§ **To do**
Could you repeat all of the entries exactly, leaving out any pictures?

----

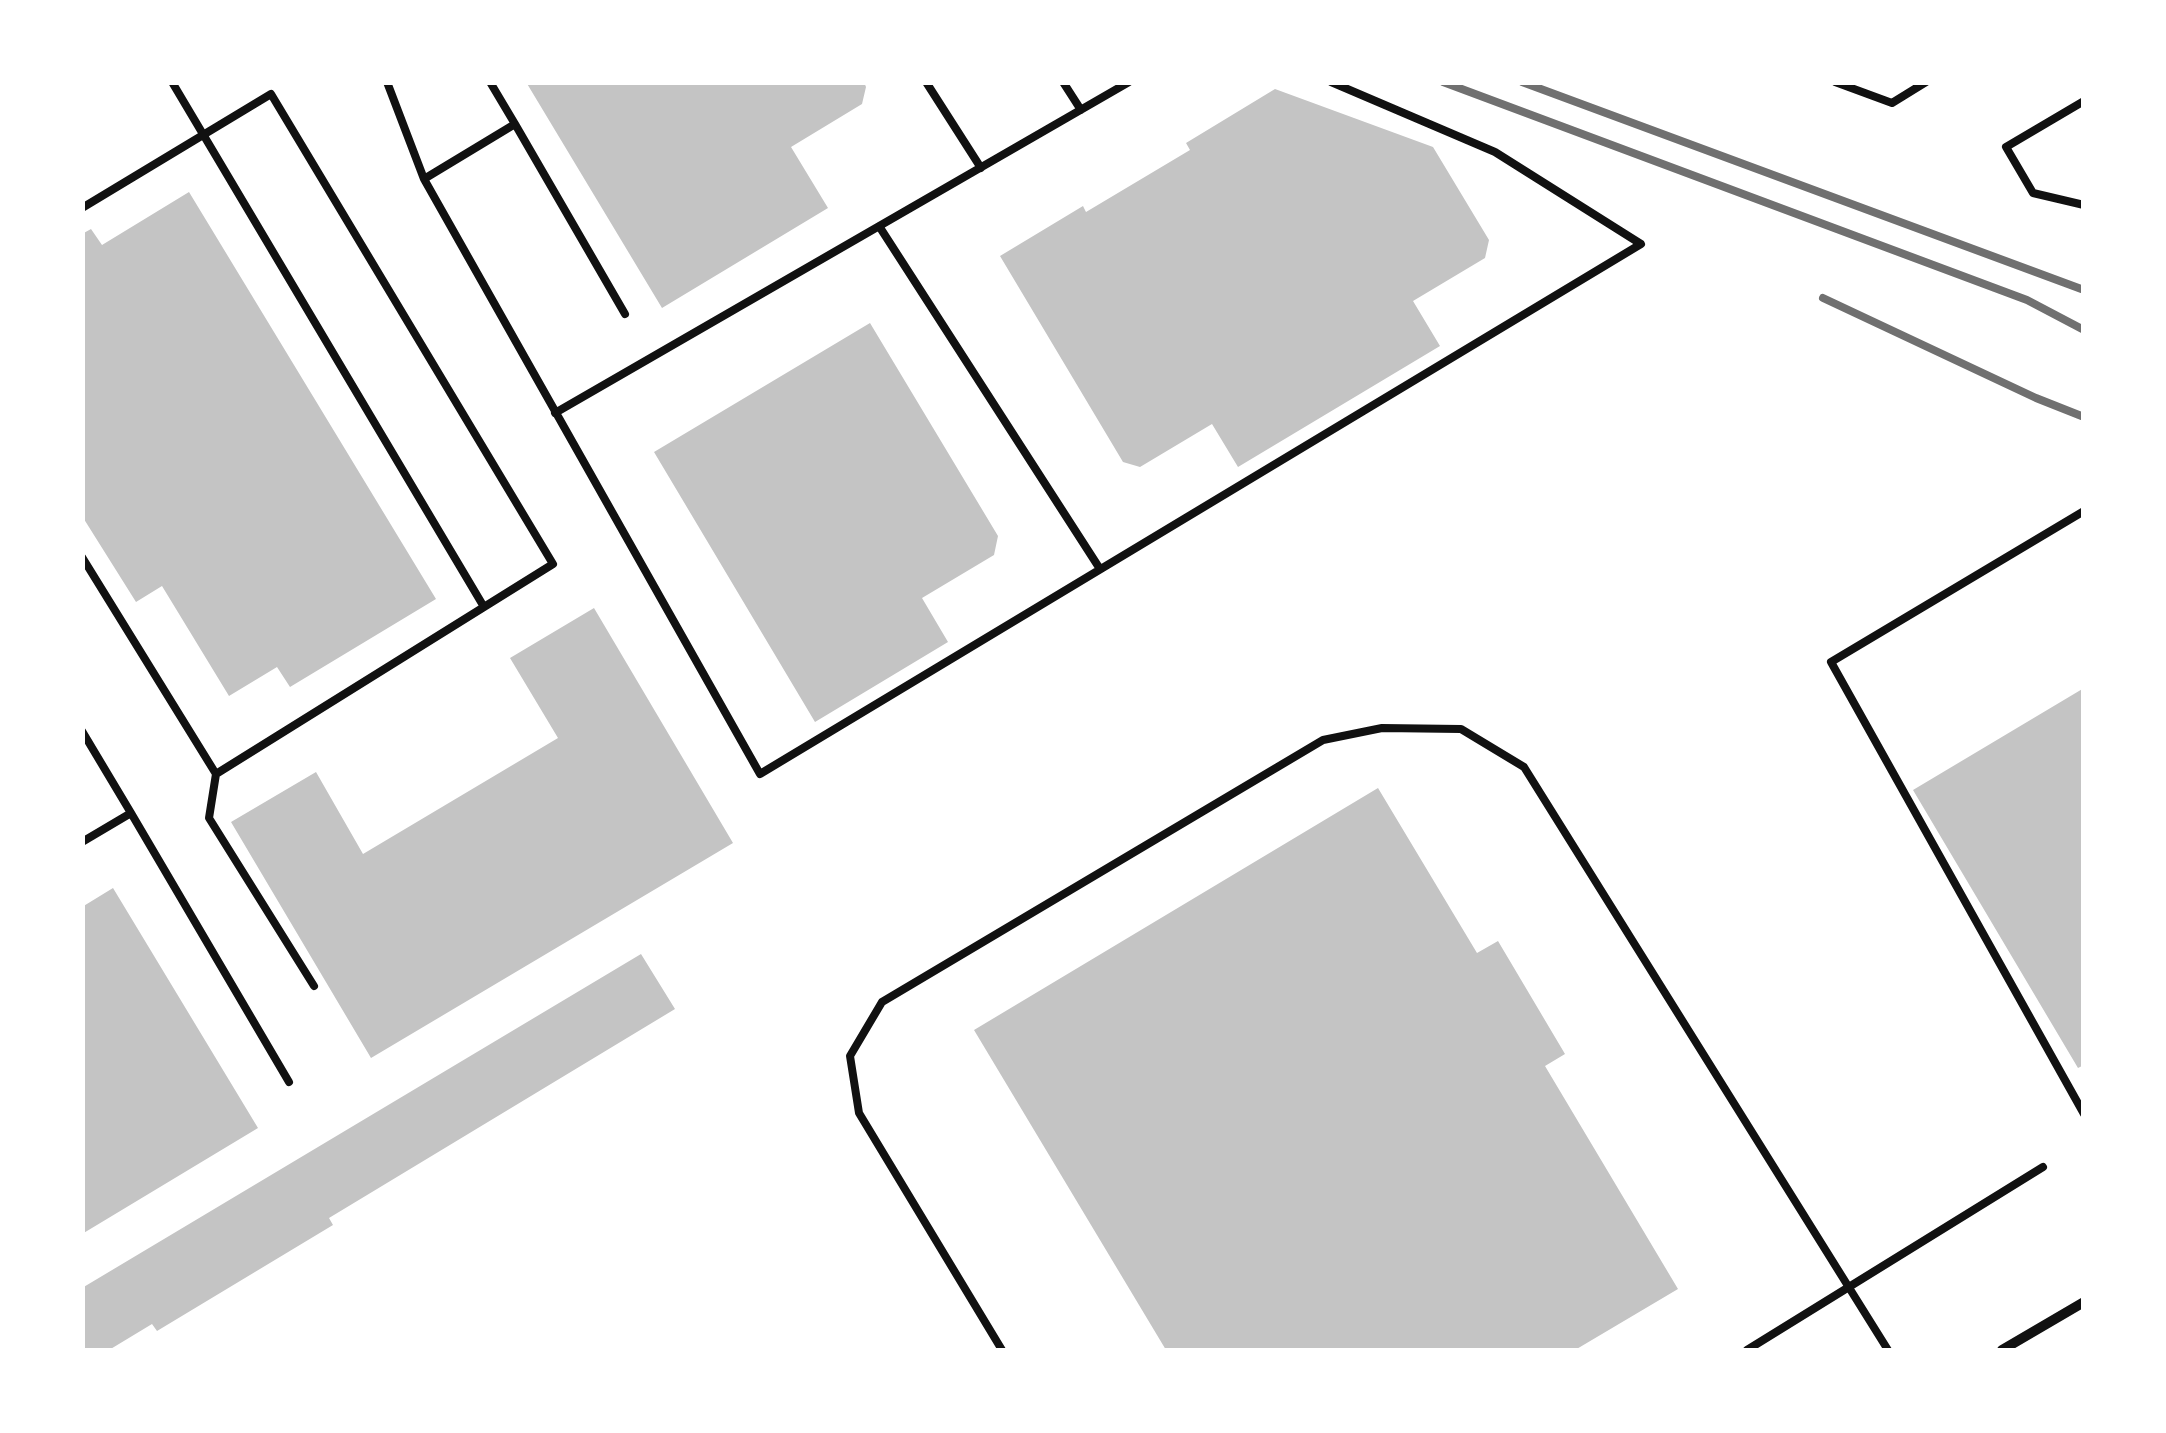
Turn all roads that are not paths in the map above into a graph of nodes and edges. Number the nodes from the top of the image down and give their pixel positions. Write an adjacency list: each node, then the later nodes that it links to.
1 (172, 82): 15 (lane)
2 (264, 82): 11 (lane)
3 (387, 82): 17 (lane)
4 (490, 82): 14 (lane)
5 (926, 82): 16 (lane)
6 (1063, 82): 13 (lane)
7 (1128, 82): 13 (lane)
8 (1331, 82): 25 (lane)
9 (1836, 82): 10 (lane)
10 (1926, 82)
11 (271, 94): 15 (lane); 26 (lane)
12 (2084, 101): 18 (lane)
13 (1080, 110): 16 (lane)
14 (515, 124): 17 (lane); 21 (lane)
15 (205, 134): 19 (lane); 26 (lane)
16 (981, 168): 20 (lane)
17 (424, 179): 22 (lane)
18 (2084, 204)
19 (82, 208)
20 (880, 226): 22 (lane); 25 (lane)
21 (625, 314)
22 (555, 413): 25 (lane)
23 (2084, 512): 33 (lane)
24 (82, 557): 28 (lane)
25 (1100, 569)
26 (484, 607): 28 (lane)
27 (82, 731): 29 (lane)
28 (216, 774): 31 (lane)
29 (131, 813): 30 (lane); 32 (lane)
30 (82, 842)
31 (314, 986)
32 (288, 1082)
33 (2084, 1114)
34 (2043, 1167): 35 (lane)
35 (1850, 1288): 37 (lane); 38 (lane); 39 (lane)
36 (2084, 1302): 40 (street)
37 (1002, 1350)
38 (1747, 1350)
39 (1888, 1350)
40 (2002, 1350)

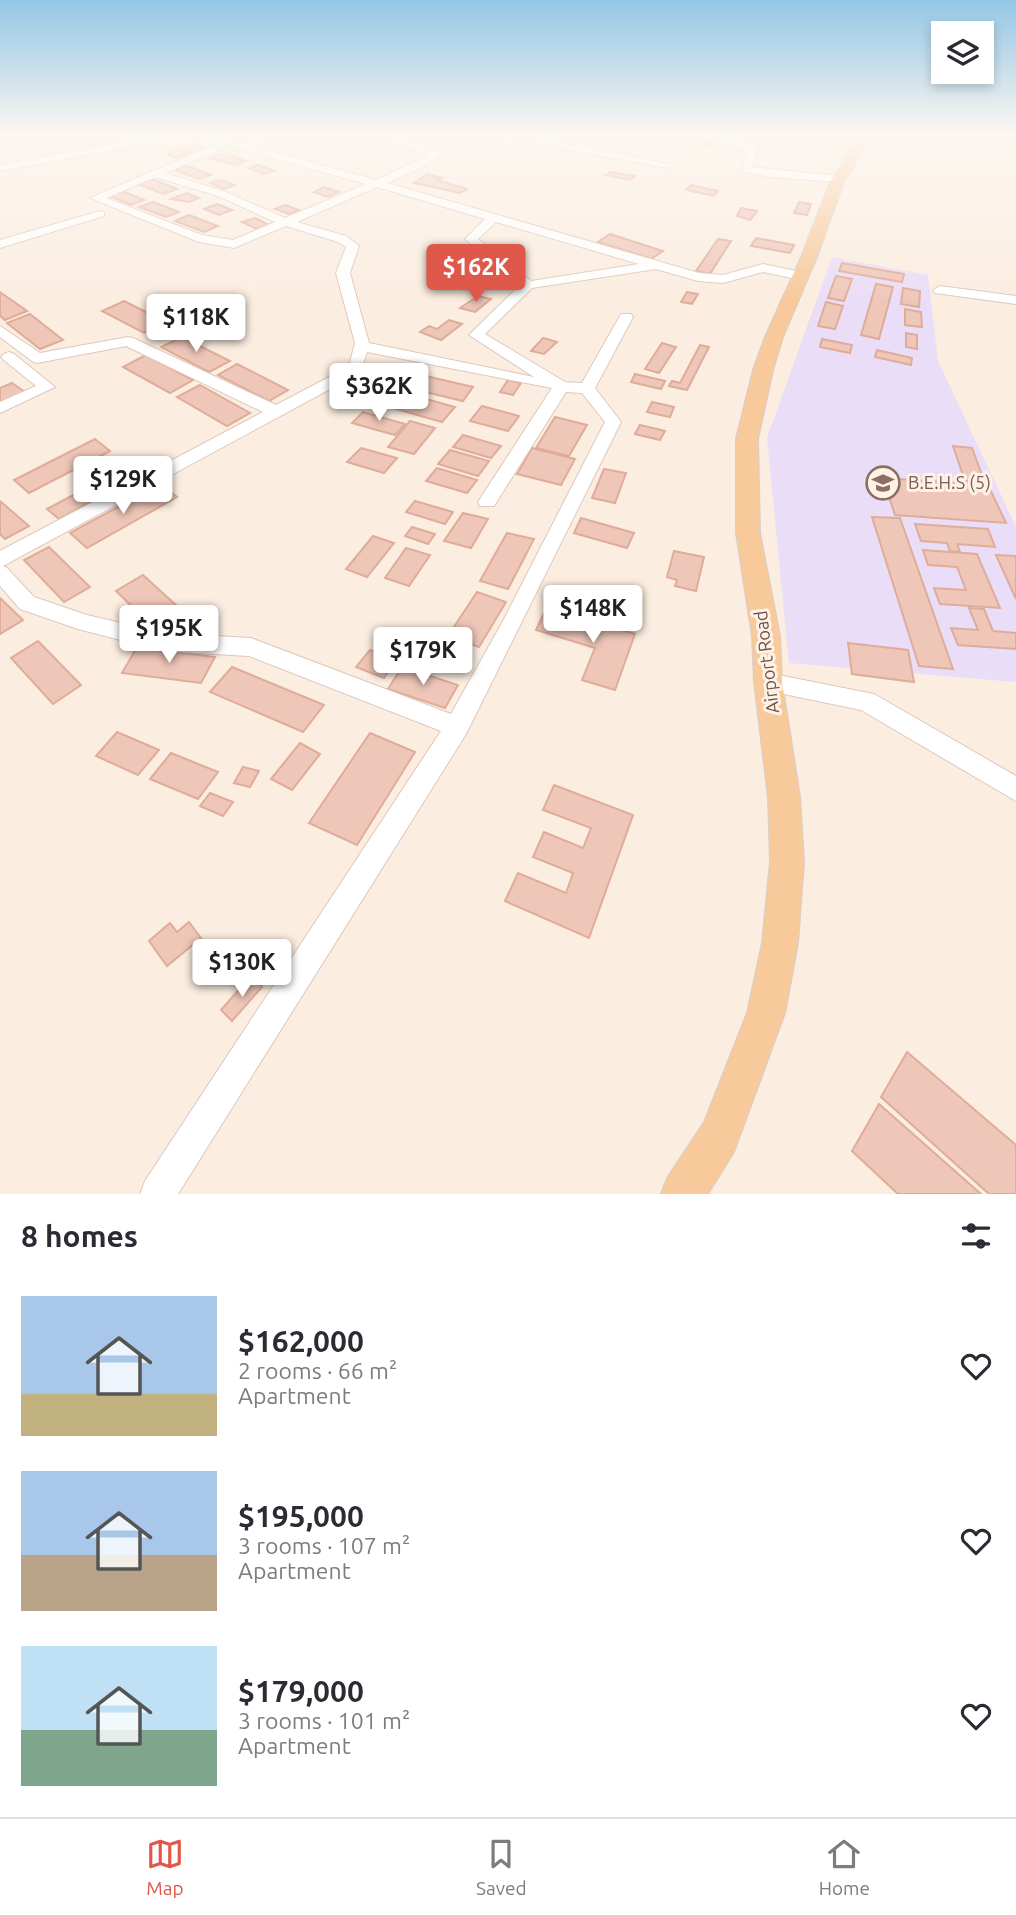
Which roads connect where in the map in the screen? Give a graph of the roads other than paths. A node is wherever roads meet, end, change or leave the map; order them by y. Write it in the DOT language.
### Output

----

§ **Task answer**
Turn all roads that are not paths in the map above into a graph of nodes and edges. Number the nodes from the top of the image down and give their pixel positions. Write an adjacency list: each node, then the later nodes that it links to.
1 (172, 82): 15 (lane)
2 (264, 82): 11 (lane)
3 (387, 82): 17 (lane)
4 (490, 82): 14 (lane)
5 (926, 82): 16 (lane)
6 (1063, 82): 13 (lane)
7 (1128, 82): 13 (lane)
8 (1331, 82): 25 (lane)
9 (1836, 82): 10 (lane)
10 (1926, 82)
11 (271, 94): 15 (lane); 26 (lane)
12 (2084, 101): 18 (lane)
13 (1080, 110): 16 (lane)
14 (515, 124): 17 (lane); 21 (lane)
15 (205, 134): 19 (lane); 26 (lane)
16 (981, 168): 20 (lane)
17 (424, 179): 22 (lane)
18 (2084, 204)
19 (82, 208)
20 (880, 226): 22 (lane); 25 (lane)
21 (625, 314)
22 (555, 413): 25 (lane)
23 (2084, 512): 33 (lane)
24 (82, 557): 28 (lane)
25 (1100, 569)
26 (484, 607): 28 (lane)
27 (82, 731): 29 (lane)
28 (216, 774): 31 (lane)
29 (131, 813): 30 (lane); 32 (lane)
30 (82, 842)
31 (314, 986)
32 (288, 1082)
33 (2084, 1114)
34 (2043, 1167): 35 (lane)
35 (1850, 1288): 37 (lane); 38 (lane); 39 (lane)
36 (2084, 1302): 40 (street)
37 (1002, 1350)
38 (1747, 1350)
39 (1888, 1350)
40 (2002, 1350)

Which roads connect where in the map in the screen? Give a graph of the roads other than paths. A node is wherever roads meet, end, change or leave the map; order them by y. Write it in the DOT language.
### Output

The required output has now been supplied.